Data supplied:
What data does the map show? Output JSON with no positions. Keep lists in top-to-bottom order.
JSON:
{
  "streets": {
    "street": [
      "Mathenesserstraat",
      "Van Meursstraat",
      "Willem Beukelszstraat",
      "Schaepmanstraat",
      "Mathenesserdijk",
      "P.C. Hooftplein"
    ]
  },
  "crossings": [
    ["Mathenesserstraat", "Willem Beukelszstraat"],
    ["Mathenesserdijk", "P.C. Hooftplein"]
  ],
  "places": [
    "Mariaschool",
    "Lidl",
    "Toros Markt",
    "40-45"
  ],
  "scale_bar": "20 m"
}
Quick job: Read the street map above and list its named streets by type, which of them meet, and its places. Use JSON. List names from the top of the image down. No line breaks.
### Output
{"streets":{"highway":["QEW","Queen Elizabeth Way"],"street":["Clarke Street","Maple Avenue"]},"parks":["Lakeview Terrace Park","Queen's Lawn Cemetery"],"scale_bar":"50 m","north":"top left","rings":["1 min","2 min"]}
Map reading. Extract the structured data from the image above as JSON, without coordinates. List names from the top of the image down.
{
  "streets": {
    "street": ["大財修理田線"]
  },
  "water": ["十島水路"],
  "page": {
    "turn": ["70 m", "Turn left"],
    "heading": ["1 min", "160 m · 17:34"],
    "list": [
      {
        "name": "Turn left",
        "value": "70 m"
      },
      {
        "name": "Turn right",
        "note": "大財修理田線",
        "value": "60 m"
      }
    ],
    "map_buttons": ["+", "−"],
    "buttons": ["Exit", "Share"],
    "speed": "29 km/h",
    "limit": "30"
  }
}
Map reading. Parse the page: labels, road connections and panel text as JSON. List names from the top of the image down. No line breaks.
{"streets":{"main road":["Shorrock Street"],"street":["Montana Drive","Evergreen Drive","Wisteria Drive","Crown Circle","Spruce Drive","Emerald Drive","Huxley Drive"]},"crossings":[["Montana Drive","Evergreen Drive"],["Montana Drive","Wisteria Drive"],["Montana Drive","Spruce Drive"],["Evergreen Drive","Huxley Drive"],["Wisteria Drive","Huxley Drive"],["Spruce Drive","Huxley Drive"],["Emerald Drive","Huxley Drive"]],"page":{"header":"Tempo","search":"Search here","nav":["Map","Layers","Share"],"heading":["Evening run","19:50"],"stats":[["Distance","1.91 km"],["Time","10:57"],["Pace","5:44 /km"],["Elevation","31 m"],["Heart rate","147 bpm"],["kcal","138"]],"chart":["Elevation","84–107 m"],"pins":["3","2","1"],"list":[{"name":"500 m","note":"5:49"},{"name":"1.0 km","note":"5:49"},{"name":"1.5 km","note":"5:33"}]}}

What you should do:
Every line of the listing above is to be written out again exactly.

Response to this exercise:
What data does the map show? Output JSON with no positions. Keep lists in top-to-bottom order.
JSON:
{
  "streets": {
    "street": [
      "Mathenesserstraat",
      "Van Meursstraat",
      "Willem Beukelszstraat",
      "Schaepmanstraat",
      "Mathenesserdijk",
      "P.C. Hooftplein"
    ]
  },
  "crossings": [
    ["Mathenesserstraat", "Willem Beukelszstraat"],
    ["Mathenesserdijk", "P.C. Hooftplein"]
  ],
  "places": [
    "Mariaschool",
    "Lidl",
    "Toros Markt",
    "40-45"
  ],
  "scale_bar": "20 m"
}
Quick job: Read the street map above and list its named streets by type, which of them meet, and its places. Use JSON. List names from the top of the image down. No line breaks.
### Output
{"streets":{"highway":["QEW","Queen Elizabeth Way"],"street":["Clarke Street","Maple Avenue"]},"parks":["Lakeview Terrace Park","Queen's Lawn Cemetery"],"scale_bar":"50 m","north":"top left","rings":["1 min","2 min"]}
Map reading. Extract the structured data from the image above as JSON, without coordinates. List names from the top of the image down.
{
  "streets": {
    "street": ["大財修理田線"]
  },
  "water": ["十島水路"],
  "page": {
    "turn": ["70 m", "Turn left"],
    "heading": ["1 min", "160 m · 17:34"],
    "list": [
      {
        "name": "Turn left",
        "value": "70 m"
      },
      {
        "name": "Turn right",
        "note": "大財修理田線",
        "value": "60 m"
      }
    ],
    "map_buttons": ["+", "−"],
    "buttons": ["Exit", "Share"],
    "speed": "29 km/h",
    "limit": "30"
  }
}
Map reading. Parse the page: labels, road connections and panel text as JSON. List names from the top of the image down. No line breaks.
{"streets":{"main road":["Shorrock Street"],"street":["Montana Drive","Evergreen Drive","Wisteria Drive","Crown Circle","Spruce Drive","Emerald Drive","Huxley Drive"]},"crossings":[["Montana Drive","Evergreen Drive"],["Montana Drive","Wisteria Drive"],["Montana Drive","Spruce Drive"],["Evergreen Drive","Huxley Drive"],["Wisteria Drive","Huxley Drive"],["Spruce Drive","Huxley Drive"],["Emerald Drive","Huxley Drive"]],"page":{"header":"Tempo","search":"Search here","nav":["Map","Layers","Share"],"heading":["Evening run","19:50"],"stats":[["Distance","1.91 km"],["Time","10:57"],["Pace","5:44 /km"],["Elevation","31 m"],["Heart rate","147 bpm"],["kcal","138"]],"chart":["Elevation","84–107 m"],"pins":["3","2","1"],"list":[{"name":"500 m","note":"5:49"},{"name":"1.0 km","note":"5:49"},{"name":"1.5 km","note":"5:33"}]}}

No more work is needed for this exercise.